It is hot, dry, and dusty here in the Central Valley and the 2015 rice harvest is underway for Hinode. The growing season started with uncertainty as we all waited for water to be allocated across California last spring. But that didn’t curb the commitment our farmers share to continue their family businesses through drought.
Thank you to everyone who cut back their water use this summer. And thank you to all our farmers who managed their resources closely to make this year’s rice harvest possible. With drought and wildfires on our mind, we are excited to share that Hinode rice harvest is progressing smoothly.
We spent some time out in the fields this week to experience rice harvest through the eyes of our farmers. As one Hinode farmer puts it, “Harvest, is rewarding. Driving all the equipment and being so busy. I like seeing everything we grow pile up high in the trailers.”
Another shares, “I sleep well during harvest. No wonder, when my days start before dawn. By sunrise we’ve already met with our team and moved all the equipment to the fields we’re working. ”
Today, we start by checking moisture readings of rice samples cut from the field. The moisture reading results are coming in at 19%. Grains need moisture to minimize damage against machinery used to cut the stalks, separate the grains, dry the rice and especially during the milling process. It protects the grains of rice so they don’t get burnt or broken. The moisture also can’t be too high or it makes the grains susceptible to mildew, spoilage and pests.

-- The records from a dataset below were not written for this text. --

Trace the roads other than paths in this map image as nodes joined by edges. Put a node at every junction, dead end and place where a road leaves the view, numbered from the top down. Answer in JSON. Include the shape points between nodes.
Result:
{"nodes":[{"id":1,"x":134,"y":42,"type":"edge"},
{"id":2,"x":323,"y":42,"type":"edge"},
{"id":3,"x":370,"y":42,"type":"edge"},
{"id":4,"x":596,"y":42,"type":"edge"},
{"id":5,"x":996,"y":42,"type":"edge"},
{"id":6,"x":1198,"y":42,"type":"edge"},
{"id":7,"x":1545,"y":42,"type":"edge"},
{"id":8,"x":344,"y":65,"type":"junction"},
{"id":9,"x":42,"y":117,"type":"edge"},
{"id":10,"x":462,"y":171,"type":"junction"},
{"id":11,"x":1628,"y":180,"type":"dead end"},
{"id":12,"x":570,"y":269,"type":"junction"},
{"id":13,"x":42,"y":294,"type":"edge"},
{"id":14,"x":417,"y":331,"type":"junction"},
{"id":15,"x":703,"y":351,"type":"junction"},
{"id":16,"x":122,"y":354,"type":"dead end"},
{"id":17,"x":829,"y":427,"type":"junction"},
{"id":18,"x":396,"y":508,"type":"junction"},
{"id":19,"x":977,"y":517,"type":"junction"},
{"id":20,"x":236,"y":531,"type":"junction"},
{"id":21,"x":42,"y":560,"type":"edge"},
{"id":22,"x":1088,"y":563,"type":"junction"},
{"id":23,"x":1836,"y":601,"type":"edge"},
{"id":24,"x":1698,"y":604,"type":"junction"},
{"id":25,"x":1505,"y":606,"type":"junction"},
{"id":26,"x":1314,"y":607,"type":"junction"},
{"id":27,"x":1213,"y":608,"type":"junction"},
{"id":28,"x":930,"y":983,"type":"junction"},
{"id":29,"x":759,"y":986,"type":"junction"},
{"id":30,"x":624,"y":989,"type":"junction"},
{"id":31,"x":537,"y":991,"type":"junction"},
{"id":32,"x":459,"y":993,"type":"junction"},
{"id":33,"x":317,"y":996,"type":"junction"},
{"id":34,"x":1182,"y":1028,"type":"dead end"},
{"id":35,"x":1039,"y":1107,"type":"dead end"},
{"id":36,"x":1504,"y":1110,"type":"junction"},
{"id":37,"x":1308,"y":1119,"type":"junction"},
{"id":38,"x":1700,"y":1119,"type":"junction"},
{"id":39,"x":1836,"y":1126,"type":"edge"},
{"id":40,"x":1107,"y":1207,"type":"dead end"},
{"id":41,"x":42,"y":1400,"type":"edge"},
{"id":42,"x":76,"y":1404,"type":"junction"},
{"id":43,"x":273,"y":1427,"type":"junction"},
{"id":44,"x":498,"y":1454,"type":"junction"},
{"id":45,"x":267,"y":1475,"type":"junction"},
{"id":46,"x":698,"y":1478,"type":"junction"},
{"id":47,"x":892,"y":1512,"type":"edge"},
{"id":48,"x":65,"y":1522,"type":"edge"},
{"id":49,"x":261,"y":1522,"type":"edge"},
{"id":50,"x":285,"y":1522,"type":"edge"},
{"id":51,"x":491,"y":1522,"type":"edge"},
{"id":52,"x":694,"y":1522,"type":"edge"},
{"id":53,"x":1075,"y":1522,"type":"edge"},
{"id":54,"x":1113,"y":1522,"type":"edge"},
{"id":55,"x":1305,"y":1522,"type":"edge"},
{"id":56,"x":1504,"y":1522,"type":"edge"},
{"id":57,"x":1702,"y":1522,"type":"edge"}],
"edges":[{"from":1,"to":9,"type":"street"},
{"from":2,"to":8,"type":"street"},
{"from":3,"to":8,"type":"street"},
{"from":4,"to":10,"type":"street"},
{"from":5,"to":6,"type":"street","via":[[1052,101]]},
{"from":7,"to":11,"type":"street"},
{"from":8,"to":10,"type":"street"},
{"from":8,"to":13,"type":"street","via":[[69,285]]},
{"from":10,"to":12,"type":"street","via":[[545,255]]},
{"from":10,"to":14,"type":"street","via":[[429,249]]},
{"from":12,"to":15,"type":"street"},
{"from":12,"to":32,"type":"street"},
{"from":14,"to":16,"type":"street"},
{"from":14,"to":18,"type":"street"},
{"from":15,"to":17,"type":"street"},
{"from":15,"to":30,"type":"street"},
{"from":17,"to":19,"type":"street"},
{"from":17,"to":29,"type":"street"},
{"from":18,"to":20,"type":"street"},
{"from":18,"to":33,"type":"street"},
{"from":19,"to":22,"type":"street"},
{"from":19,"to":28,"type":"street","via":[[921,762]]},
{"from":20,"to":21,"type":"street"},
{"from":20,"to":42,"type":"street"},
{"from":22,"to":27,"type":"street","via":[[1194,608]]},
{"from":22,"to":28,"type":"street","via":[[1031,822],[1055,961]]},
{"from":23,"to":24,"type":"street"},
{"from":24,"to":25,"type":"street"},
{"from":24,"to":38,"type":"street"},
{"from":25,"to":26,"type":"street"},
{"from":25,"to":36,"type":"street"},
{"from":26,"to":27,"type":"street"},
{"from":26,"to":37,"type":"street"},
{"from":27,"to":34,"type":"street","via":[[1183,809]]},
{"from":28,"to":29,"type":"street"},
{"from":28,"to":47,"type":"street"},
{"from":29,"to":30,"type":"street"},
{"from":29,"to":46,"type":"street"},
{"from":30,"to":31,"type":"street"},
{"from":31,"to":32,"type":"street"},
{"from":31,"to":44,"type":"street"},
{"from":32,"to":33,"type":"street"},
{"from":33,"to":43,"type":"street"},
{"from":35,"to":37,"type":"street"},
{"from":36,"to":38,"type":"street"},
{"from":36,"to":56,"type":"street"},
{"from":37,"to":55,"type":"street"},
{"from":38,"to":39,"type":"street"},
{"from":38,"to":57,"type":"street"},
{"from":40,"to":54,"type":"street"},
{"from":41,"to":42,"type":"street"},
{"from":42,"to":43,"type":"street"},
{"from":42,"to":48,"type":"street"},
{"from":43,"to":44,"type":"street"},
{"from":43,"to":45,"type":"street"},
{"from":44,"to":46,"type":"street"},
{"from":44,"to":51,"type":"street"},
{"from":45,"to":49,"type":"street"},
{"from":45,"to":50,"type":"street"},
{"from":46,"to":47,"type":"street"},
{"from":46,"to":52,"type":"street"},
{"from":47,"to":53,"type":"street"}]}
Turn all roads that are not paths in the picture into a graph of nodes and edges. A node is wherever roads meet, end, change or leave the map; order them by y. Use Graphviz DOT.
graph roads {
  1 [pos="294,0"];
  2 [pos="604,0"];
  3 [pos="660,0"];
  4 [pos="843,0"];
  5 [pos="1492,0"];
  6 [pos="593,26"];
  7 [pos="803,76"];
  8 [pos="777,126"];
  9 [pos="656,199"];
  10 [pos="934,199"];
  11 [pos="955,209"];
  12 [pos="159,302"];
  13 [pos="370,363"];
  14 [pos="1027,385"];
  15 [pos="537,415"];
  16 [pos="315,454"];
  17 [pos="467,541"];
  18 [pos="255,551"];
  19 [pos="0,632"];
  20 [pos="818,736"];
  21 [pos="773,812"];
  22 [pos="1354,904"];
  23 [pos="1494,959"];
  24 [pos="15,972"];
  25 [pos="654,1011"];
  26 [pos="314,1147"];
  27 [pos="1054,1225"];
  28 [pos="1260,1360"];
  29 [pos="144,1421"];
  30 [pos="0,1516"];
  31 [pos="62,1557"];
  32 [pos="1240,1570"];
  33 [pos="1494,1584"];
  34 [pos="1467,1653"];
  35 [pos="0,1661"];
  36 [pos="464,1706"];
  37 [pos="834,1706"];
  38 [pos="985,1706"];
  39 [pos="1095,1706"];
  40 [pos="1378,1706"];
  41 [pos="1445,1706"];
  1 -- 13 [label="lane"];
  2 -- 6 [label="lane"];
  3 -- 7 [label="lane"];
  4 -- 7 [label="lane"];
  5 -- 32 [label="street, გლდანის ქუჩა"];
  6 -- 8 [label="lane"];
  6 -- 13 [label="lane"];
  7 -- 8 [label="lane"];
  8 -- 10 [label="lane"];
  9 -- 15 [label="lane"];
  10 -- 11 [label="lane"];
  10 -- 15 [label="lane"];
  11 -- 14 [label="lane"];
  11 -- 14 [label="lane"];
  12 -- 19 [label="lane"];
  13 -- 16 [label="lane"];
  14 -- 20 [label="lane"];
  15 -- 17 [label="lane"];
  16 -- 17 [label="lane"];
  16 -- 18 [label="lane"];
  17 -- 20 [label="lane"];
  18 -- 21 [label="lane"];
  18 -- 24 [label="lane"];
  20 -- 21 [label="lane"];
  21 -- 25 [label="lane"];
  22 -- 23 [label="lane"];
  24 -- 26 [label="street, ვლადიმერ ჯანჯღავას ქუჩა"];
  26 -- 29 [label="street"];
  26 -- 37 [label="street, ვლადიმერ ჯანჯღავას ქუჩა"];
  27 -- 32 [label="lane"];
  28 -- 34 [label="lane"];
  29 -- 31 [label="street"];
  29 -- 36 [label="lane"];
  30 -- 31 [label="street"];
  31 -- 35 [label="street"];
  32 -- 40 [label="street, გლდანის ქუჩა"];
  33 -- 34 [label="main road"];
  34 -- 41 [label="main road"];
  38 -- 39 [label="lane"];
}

We’ve gotten the go ahead to harvest today, but the dew needs time to evaporate before we get started. There is plenty of work to be done as all the equipment is put in place. Harvesters, bankout trucks and belly dump trailers are lined up along the field. We watch them coordinate their location, talking back and forth in code over their radios.
The inside cab of the harvester is very technologically advanced, with GPS guided routes and real time readings of moisture, yields (how many pounds of rice per acre) and position of machinery as it pushes through the stalks of rice. Just when all the settings have been optimized with onboard computations, a sensor indicates the harvester is nearing capacity and needs to empty its rice. Within seconds the bankout truck pulls up parallel to the harvester and we are driving side by side across the field.
An arm swings out from the side of the harvester toward the bankout truck and rice flows out the spout into the bankout truck. Not a second wasted at these slow speeds as we continuously cut, separate and transfer the rice grains all at the same time.
The bankout truck then heads down the dirt road where a belly dump truck is waiting to receive the load of rice. Finally it is time to leave the field and find our way back to the grain silos.
Full of rice, the belly dump truck driver heads to the silos where a team of farmers are awaiting their arrival. The truck drives up on a scale to get their gross weight before dumping its load at the silos.
More moisture readings are taken and documented as the farmers determine how many passes it should take through the “dryer” before storage. A bucket of rice is pulled out of every trailer for testing. After weighing the trucks and testing the rice, the farmer pulls the truck over the grates to dump all of the rice on to a conveyor belt underneath that distributes it into the silo elevators.
In the silos, where the rice will be stored until it is milled and packaged for sale, dryers circulate air through tinny holes in a metal floor while augers circulate the rice around evenly to prevent pockets of moisture from developing.
At the end of this long day of harvest, we take rest and appreciate our surroundings. To our farmers we say “thank you and congratulations on a job well-done.” Many of us are family members working together in the fields, if not by blood, then by the camaraderie for the work we were born to do.
The next time you pick up a bag of Hinode rice at the store, or sit down to eat with your family, we hope you’ll remember this story and the effort that went into each grain of rice. Happy Hinode Harvest from our fields to your forks!